Repeat the data in full and exactly. Leave the pictures out.
/---
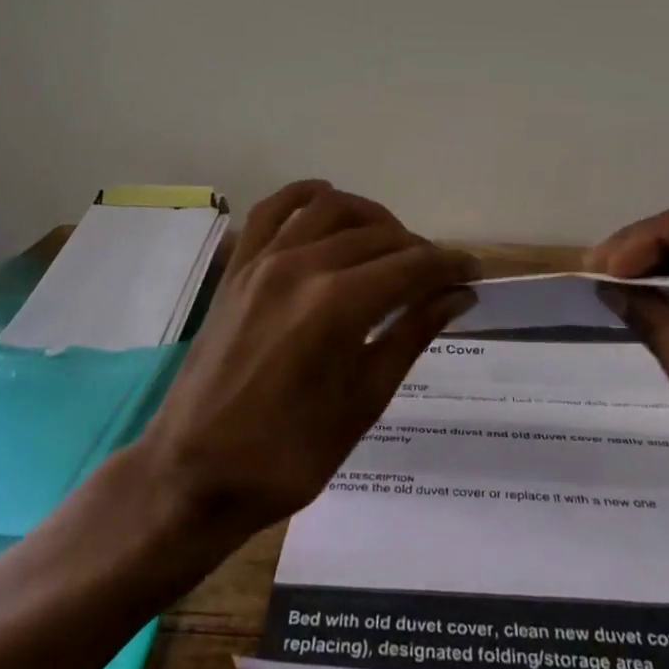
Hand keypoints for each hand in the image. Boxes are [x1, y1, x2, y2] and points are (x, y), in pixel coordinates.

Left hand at [132, 181, 478, 543]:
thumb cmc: (288, 454)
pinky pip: (274, 209)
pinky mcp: (239, 266)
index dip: (450, 265)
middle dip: (418, 249)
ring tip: (390, 245)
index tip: (474, 271)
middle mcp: (302, 266)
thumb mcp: (363, 402)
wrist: (194, 472)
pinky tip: (328, 203)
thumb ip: (411, 335)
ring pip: (331, 208)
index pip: (411, 266)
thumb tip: (458, 295)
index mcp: (337, 305)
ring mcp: (263, 260)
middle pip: (377, 235)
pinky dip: (306, 196)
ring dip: (371, 217)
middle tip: (437, 276)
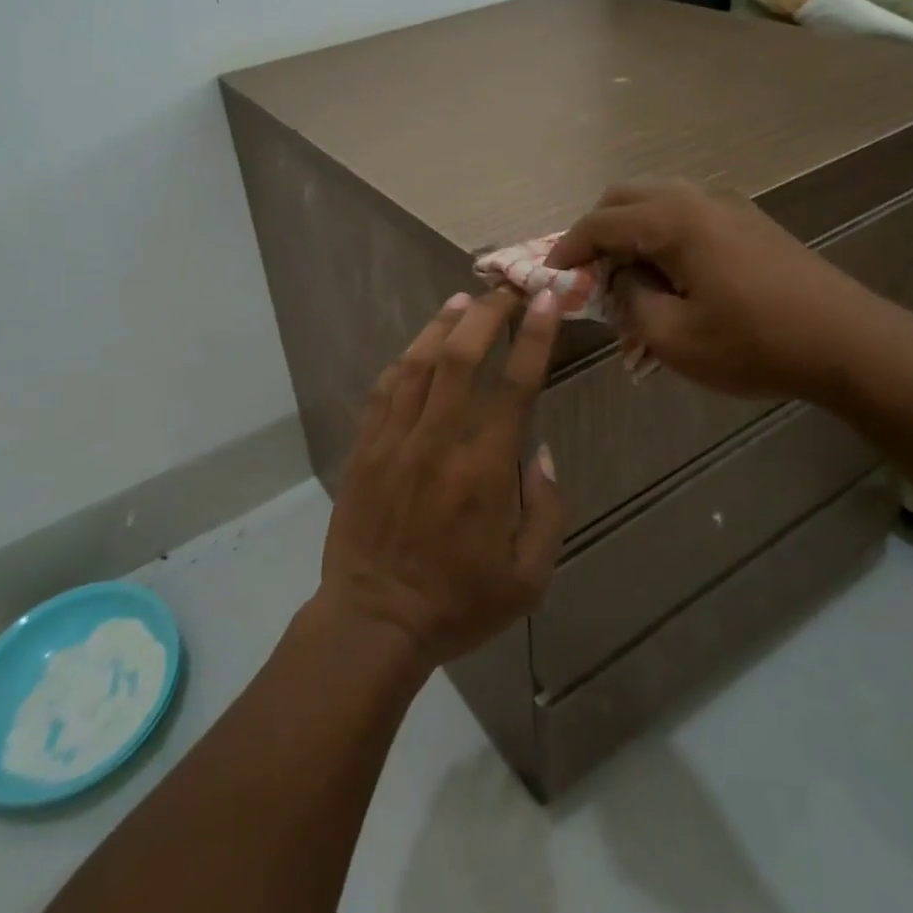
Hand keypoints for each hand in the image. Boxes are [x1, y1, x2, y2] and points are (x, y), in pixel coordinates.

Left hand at [316, 289, 567, 670]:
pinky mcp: (365, 448)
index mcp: (484, 469)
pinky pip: (384, 390)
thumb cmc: (459, 603)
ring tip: (464, 301)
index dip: (534, 336)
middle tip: (506, 291)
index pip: (514, 385)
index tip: (546, 301)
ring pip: (418, 365)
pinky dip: (403, 361)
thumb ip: (547, 510)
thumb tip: (542, 452)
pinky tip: (417, 347)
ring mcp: (394, 441)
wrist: (374, 621)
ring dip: (442, 326)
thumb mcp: (529, 577)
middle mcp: (438, 442)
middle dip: (487, 316)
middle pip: (461, 359)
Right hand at [547, 179, 906, 406]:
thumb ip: (630, 300)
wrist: (849, 343)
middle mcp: (698, 198)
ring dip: (631, 231)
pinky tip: (670, 273)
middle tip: (588, 273)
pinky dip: (661, 233)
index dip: (567, 248)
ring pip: (657, 200)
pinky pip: (687, 213)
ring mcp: (729, 205)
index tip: (549, 273)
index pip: (600, 223)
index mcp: (674, 220)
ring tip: (627, 275)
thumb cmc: (754, 344)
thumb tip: (623, 277)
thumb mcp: (673, 337)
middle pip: (625, 197)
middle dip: (597, 231)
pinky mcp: (750, 221)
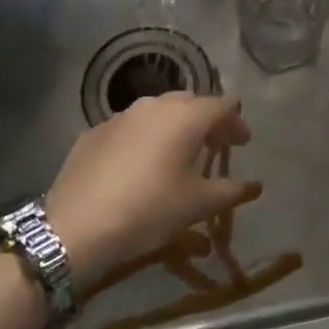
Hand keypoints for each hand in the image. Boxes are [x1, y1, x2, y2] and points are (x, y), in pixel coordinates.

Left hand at [43, 93, 258, 287]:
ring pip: (158, 111)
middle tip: (213, 146)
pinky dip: (144, 138)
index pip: (222, 106)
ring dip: (174, 127)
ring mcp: (121, 115)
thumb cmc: (149, 210)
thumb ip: (229, 191)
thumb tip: (251, 185)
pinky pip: (130, 127)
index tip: (242, 143)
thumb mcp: (197, 206)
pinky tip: (140, 164)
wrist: (76, 226)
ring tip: (177, 153)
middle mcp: (155, 105)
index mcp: (186, 116)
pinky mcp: (94, 131)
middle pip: (190, 102)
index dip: (236, 122)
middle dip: (206, 120)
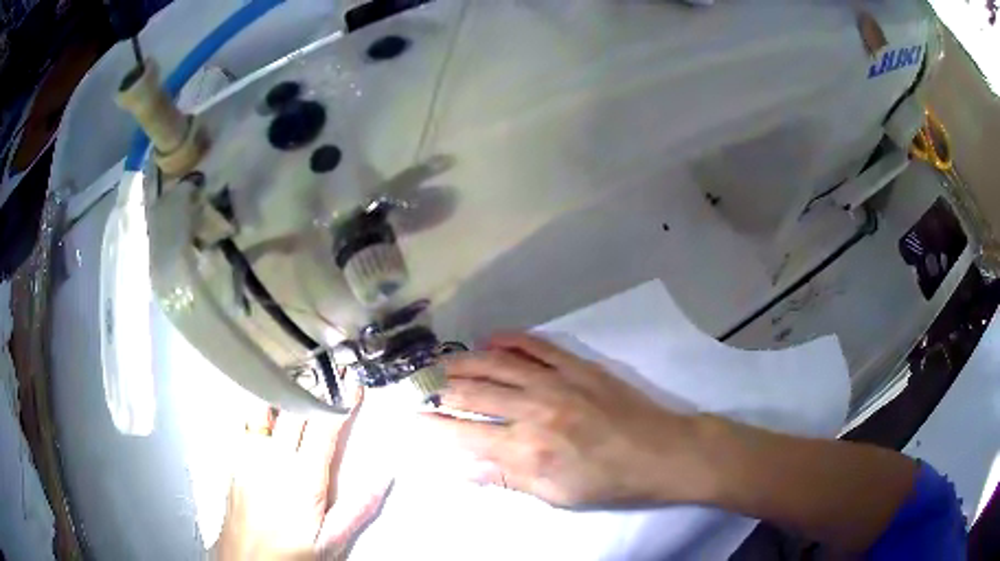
\---
● REPLY:
Hand keypoints for each hand in the image. Boxes are [x1, y1, x2, y2] and points are (x, y), in pixel coordinates.

Left hand at [132, 181, 478, 543]:
thumb cmc: (288, 454)
pinky pip: (274, 209)
pinky mcp: (239, 266)
index dip: (450, 265)
middle dip: (418, 249)
ring tip: (390, 245)
index tip: (474, 271)
middle mcp: (302, 266)
thumb mcp: (363, 402)
wrist: (194, 472)
pinky tip: (328, 203)
thumb ip: (411, 335)
ring pip: (331, 208)
index pip: (411, 266)
thumb tip: (458, 295)
index mcp: (337, 305)
ring mcp: (263, 260)
middle pip: (377, 235)
pinky dip: (306, 196)
ring dip: (371, 217)
middle tip: (437, 276)
Hand keypoints for each hand in the image. Boxes are [x1, y1, x2, y2] and points are (x, y), in pixel coordinates.

Left hand at [316, 289, 567, 670]:
pinky mcp: (365, 448)
index mcp: (484, 469)
pinky pip: (384, 390)
thumb cmc: (459, 603)
ring tip: (464, 301)
index dip: (534, 336)
middle tip: (506, 291)
index pip: (514, 385)
index tip: (546, 301)
ring pip: (418, 365)
pinky dip: (403, 361)
thumb ip: (547, 510)
thumb tip: (542, 452)
pinky tip: (417, 347)
ring mcp: (394, 441)
wrist: (374, 621)
ring dip: (442, 326)
thumb mcp: (529, 577)
middle mcp: (438, 442)
middle dip: (487, 316)
middle pip: (461, 359)
Right hand at [547, 179, 906, 406]:
thumb ip: (630, 300)
wrist: (849, 343)
middle mcp: (698, 198)
ring dip: (631, 231)
pinky tip: (670, 273)
middle tip: (588, 273)
pinky dip: (661, 233)
index dip: (567, 248)
ring pip: (657, 200)
pinky pip: (687, 213)
ring mcp: (729, 205)
index tip: (549, 273)
index pip: (600, 223)
index mcp: (674, 220)
ring tip: (627, 275)
thumb cmc: (754, 344)
thumb tip: (623, 277)
thumb mcp: (673, 337)
middle pip: (625, 197)
middle dip: (597, 231)
pinky mcp: (750, 221)
Hand keypoints for each hand in the image. Boxes are [x1, y1, x2, y2] and points are (x, y), in pixel coordinates.

Left hand at [43, 93, 258, 287]:
ring pip: (158, 111)
middle tip: (213, 146)
pinky dip: (144, 138)
index pip: (222, 106)
ring dip: (174, 127)
ring mcp: (121, 115)
thumb cmc: (149, 210)
thumb ip: (229, 191)
thumb tip: (251, 185)
pinky pip: (130, 127)
index tip: (242, 143)
thumb mcp: (197, 206)
pinky tip: (140, 164)
wrist: (76, 226)
ring tip: (177, 153)
middle mcp: (155, 105)
index mcp: (186, 116)
pinky mcp: (94, 131)
middle pip: (190, 102)
index dip: (236, 122)
middle dip: (206, 120)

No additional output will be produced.